According to the artist's website, she is the owner and master printmaker of Lynch Pin Press, founded in 1999, where she has collaborated with many regional and nationally known artists and where she holds regular workshops. Her teaching experience spans 20 years between positions at the College of Santa Fe, The University of New Mexico-Taos, American Institute of Indian Arts and the Santa Fe Community College. She also founded the University of New Mexico-Taos printmaking program in 1998. Her work is in collections all over the world.
We asked the artists a few questions about her work.
What is your studio ritual?
I have so many things I do with teaching and art appraisal. I try to spend some time each day, if not working, looking at what I am up to so it stays in my subconscious.

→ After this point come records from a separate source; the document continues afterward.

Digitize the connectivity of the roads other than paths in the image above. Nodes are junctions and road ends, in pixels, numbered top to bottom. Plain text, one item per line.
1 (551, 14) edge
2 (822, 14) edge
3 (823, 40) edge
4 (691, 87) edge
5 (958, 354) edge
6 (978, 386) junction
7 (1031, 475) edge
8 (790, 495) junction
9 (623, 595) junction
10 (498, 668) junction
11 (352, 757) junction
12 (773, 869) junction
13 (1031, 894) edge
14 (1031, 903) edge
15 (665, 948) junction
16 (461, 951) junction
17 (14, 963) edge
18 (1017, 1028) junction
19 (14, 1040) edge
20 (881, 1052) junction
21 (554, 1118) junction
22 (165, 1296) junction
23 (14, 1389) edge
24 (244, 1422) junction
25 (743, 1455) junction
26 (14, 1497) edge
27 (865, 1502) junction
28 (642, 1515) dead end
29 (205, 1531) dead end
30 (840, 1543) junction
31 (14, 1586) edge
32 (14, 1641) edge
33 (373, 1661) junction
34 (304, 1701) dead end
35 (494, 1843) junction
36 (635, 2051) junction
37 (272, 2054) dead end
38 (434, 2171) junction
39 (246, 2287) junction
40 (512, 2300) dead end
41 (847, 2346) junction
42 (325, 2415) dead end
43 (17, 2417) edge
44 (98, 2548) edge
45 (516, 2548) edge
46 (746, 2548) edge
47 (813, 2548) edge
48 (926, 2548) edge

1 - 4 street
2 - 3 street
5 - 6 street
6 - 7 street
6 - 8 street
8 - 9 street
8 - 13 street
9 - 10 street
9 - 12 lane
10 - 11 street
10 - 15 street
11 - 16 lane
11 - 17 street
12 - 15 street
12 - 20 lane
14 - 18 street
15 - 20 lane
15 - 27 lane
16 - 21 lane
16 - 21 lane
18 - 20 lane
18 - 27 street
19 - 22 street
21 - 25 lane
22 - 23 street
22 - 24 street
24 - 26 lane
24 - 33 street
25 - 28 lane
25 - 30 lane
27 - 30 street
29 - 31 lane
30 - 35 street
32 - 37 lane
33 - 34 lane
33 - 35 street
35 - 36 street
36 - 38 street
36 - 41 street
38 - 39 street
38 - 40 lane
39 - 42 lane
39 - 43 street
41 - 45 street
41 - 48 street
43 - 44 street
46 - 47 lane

Who are the artists that inspire you?
There are many that I look to. Caravaggio -- the luminous quality of his canvass inspired this series. I wanted to create something where light comes from the darkness atmospherically.
What is special about the show?
I appreciate the opportunity to show in the Fechin Studio. I feel the light of the room will enhance the work. At the time they considered the show I had no current plans to move. This show is very special to me because it coincides with my moving to Santa Fe and selling my home and studio in Taos where I have lived 28 years. This semester is the beginning of my fourth year at the Santa Fe Community College where I teach various printmaking classes and art practices in the painting department. My relationship with the college spurred me on to move after commuting for two years.
What is important for our readers to consider if they attend?
I hope that I will see many familiar faces [among] the students and clients I have worked with over the past 20-plus years. Many of them have become my dear friends. I sure hope they will come and help me celebrate new beginnings. Thank you Taos for many wonderful years. I plan to visit often.
The Taos Art Museum supports local artists with a rotating exhibition schedule in the Fechin Studio. Contact taosartmuseum.org/fechin-studio-exhibitions.html or call the museum at (575) 758-2690. Museum hours are Tuesday to Sunday 10 a.m. to 5 p.m. Next in the series is work by Allegra Sleep Nov. 5 until Dec. 8.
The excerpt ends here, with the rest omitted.